December Babies And Combo Gifts – Just Don’t

December has always been an oddly problematic month for me. Not just because it’s my birth month with all the adoption baggage but also because of the holiday with its traditions, expectations, and gifting issues.

December birthdays, regardless of how close or far from Christmas Day they are, subjects those of us born in the Christian holy month to the weirdly known practice of “double duty presents”. There is this nonsensical notion that spending a few extra dollars on our birthday gifts will magically negate the necessity of giving much of anything (or even nothing at all) to us for Christmas itself.

Fortunately, my adoptive parents never bought into the notion of cheaping out on my birthday as a budgetary measure. My birthday was the same as my siblings birthdays, a day to be commemorated in a manner befitting the anniversary of one’s child arriving in the world. Even after I discovered the Santa Clause ruse, they never pulled the double duty gift stunt on me. When they decided to stop giving presents all together, they pulled that rug out from under all of their children and under the guise of “you are all adults now” and that’s a subject for another day.

However, aside from my parents and my dear godmother, nearly everyone else in my life pre-husbands and children happily bought into the practice of shafting the December born with combo gifts. To the point really where my birthday became something I stopped acknowledging when I was an adult and out in the world on my own.

There were a smattering of friends along the way. who upon discovering my apathy about my birthday and the reasons why, took it upon themselves to remedy this. It’s not lost on me that one of them herself was a December child and truly understood the pain.

I could chapter and verse the anecdotes but the point of my story is I became a gift giver rather than a receiver because giving was something I had control over.

Decades later, I still prefer giving gifts to receiving them. The most dreaded question in my world is “What do you want for your birthday?” Or Christmas. Or anniversary. I simply don’t know. Having gotten into the habit of fulfilling my own gift needs (a habit I would encourage everyone to explore really), I genuinely don’t need once a year instances to fill my material coffers.

The end result, which I am sure anyone could see coming, is people guessing and blessing me with things that make me wonder if anyone, aside from my husband, truly knows who I am at all. I can totally understand now why my adoptive dad would create a list every year and then assign each of us the present he wanted us to give him. One particularly memorable year, I was told to go to Target to get him very specific pair of jeans and my sister was instructed to buy him underwear.

“Underwear?” I asked her.

“Yep, and I am not asking questions or arguing,” she replied. “If he wants underwear in his stocking, so be it.”

My nephew picked up on this habit of his grandfather’s and as far as I know, still uses it. Oh, to be so enlightened at such a tender age.

My favourite thing, naturally, at Christmas was being the one who handed out the gifts. In this way, I avoided my own presents and could unwrap them while others were engrossed in theirs. Thus, if I was underwhelmed, or completely disappointed, in the items chosen for me, no one was any the wiser because they weren’t paying attention to me.

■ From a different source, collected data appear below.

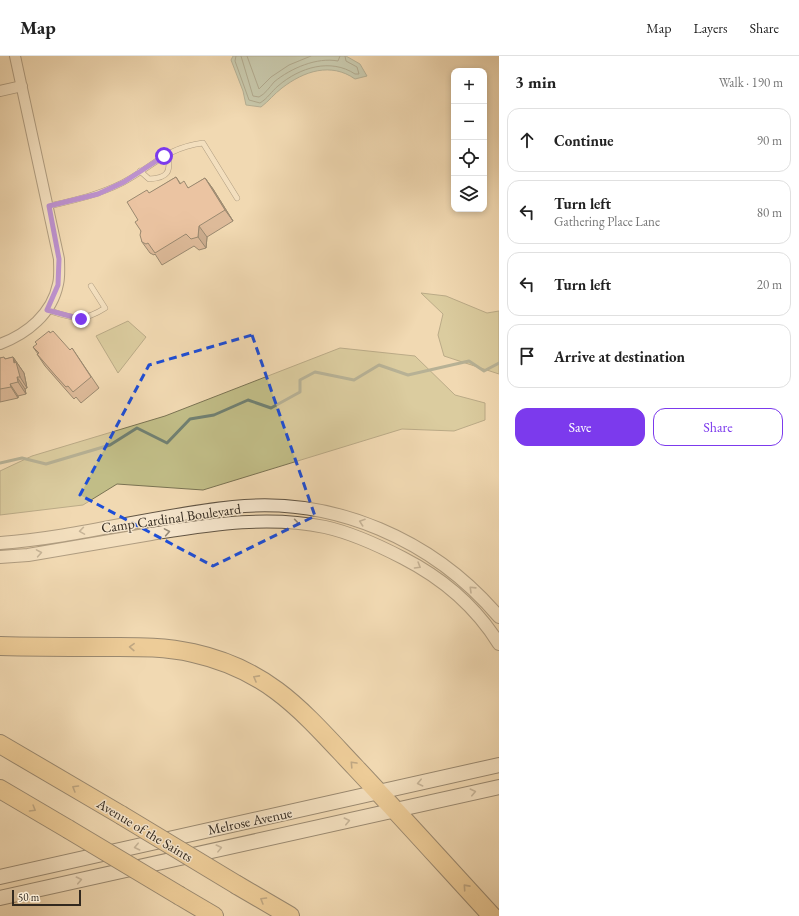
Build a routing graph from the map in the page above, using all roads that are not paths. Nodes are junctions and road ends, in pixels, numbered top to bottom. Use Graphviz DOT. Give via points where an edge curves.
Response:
graph roads {
  1 [pos="15,56"];
  2 [pos="22,86"];
  3 [pos="0,91"];
  4 [pos="168,154"];
  5 [pos="140,171"];
  6 [pos="237,198"];
  7 [pos="49,206"];
  8 [pos="91,286"];
  9 [pos="47,310"];
  10 [pos="0,344"];
  11 [pos="0,543"];
  12 [pos="0,557"];
  13 [pos="499,617"];
  14 [pos="499,644"];
  15 [pos="0,646"];
  16 [pos="0,744"];
  17 [pos="499,765"];
  18 [pos="499,786"];
  19 [pos="0,789"];
  20 [pos="380,792"];
  21 [pos="396,810"];
  22 [pos="0,877"];
  23 [pos="0,898"];
  24 [pos="214,916"];
  25 [pos="290,916"];
  26 [pos="492,916"];
  1 -- 2 [label="street"];
  2 -- 3 [label="street"];
  2 -- 7 [label="street"];
  4 -- 5 [label="lane"];
  4 -- 5 [label="lane" via="170,165 167,174 161,178 149,179"];
  4 -- 6 [label="lane" via="184,146 203,143"];
  5 -- 7 [label="lane" via="98,194"];
  7 -- 9 [label="street" via="59,259 58,285"];
  8 -- 9 [label="lane" via="105,308 81,319"];
  9 -- 10 [label="street" via="27,332"];
  13 -- 11 [label="street, Camp Cardinal Boulevard, one-way" via="454,572 418,548 384,529 314,509 272,505 234,507"];
  12 -- 14 [label="street, Camp Cardinal Boulevard, one-way" via="28,555 216,524 249,521 288,522 326,528 373,542 418,566 460,595 487,624"];
  20 -- 15 [label="highway, one-way" via="298,707 266,683 234,666 192,653 160,648"];
  25 -- 16 [label="highway, Avenue of the Saints, one-way, bridge"];
  17 -- 20 [label="main road, Melrose Avenue, one-way"];
  21 -- 18 [label="main road, Melrose Avenue, one-way"];
  19 -- 24 [label="highway, one-way, bridge"];
  20 -- 21 [label="highway"];
  20 -- 22 [label="main road, Melrose Avenue, one-way"];
  23 -- 21 [label="main road, Melrose Avenue, one-way"];
  26 -- 21 [label="highway, one-way"];
}
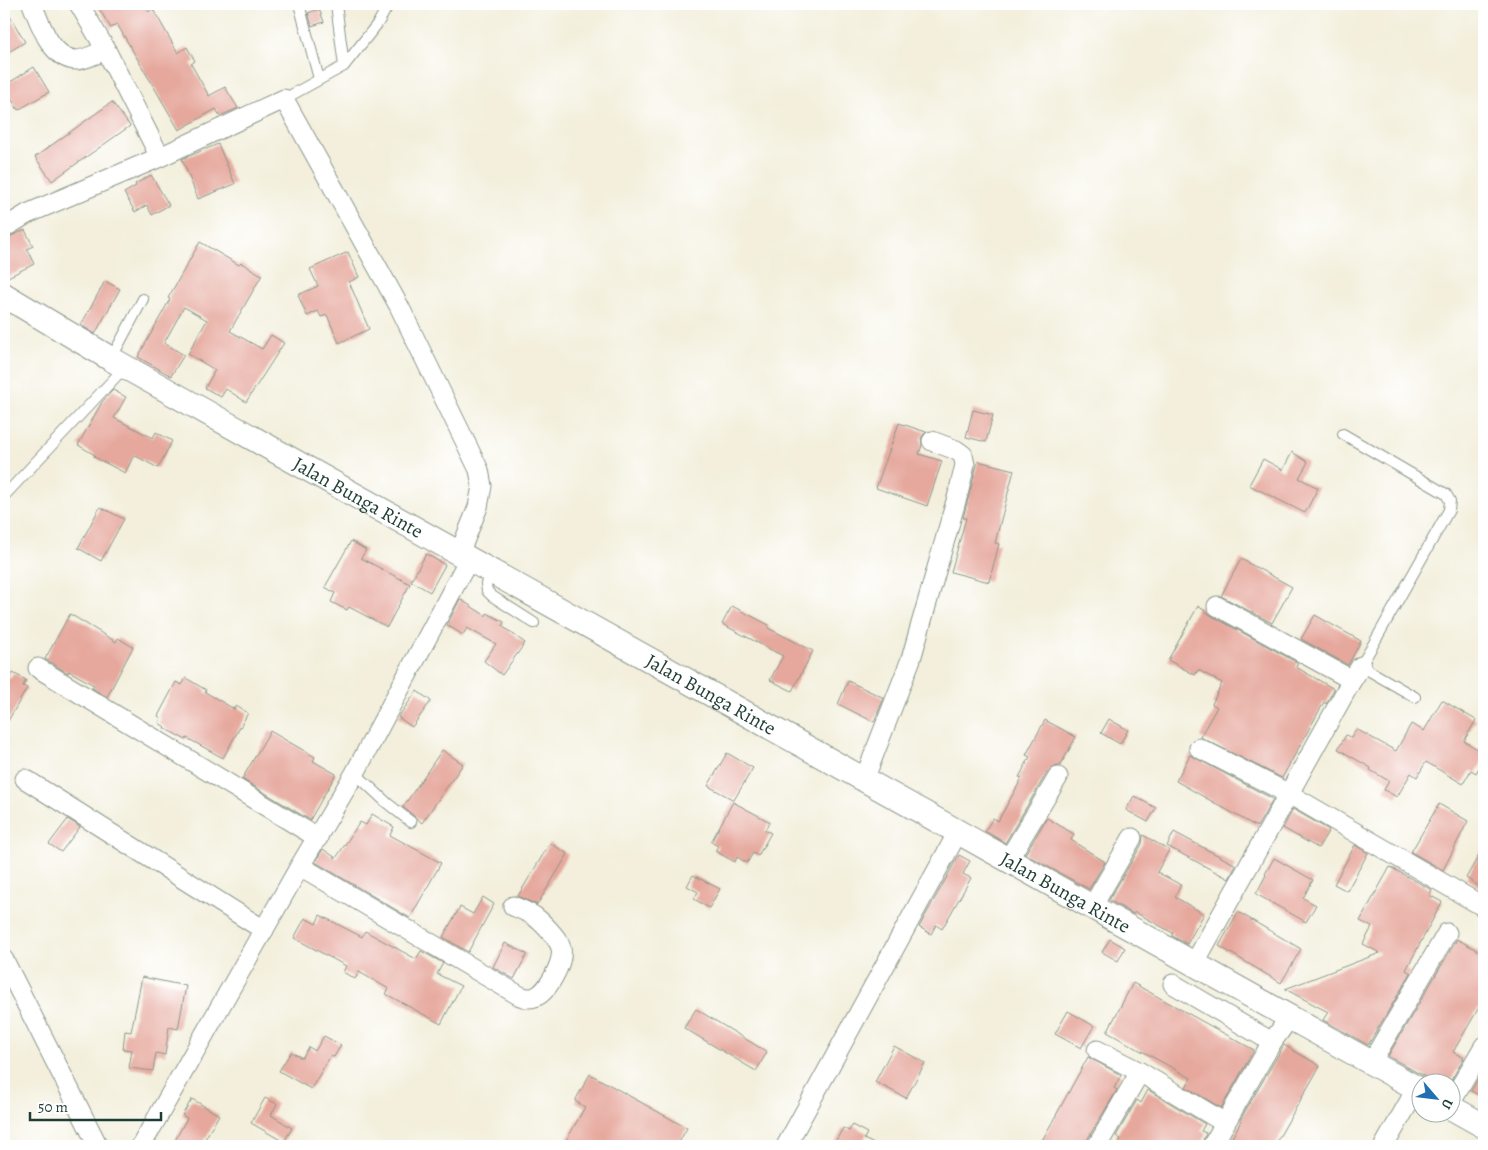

And it’s not that I don’t appreciate the thought and effort, though I question the thought a bit because again, does anyone even know me? I just would prefer people not give me anything just to be able to cross giving me something off their list. Take a tiny bit of time to understand why I am so indecisive about requesting presents and understand that at my core (however my core came to be) I am a gifter not a receiver. At this point in my life, I really am not going to change.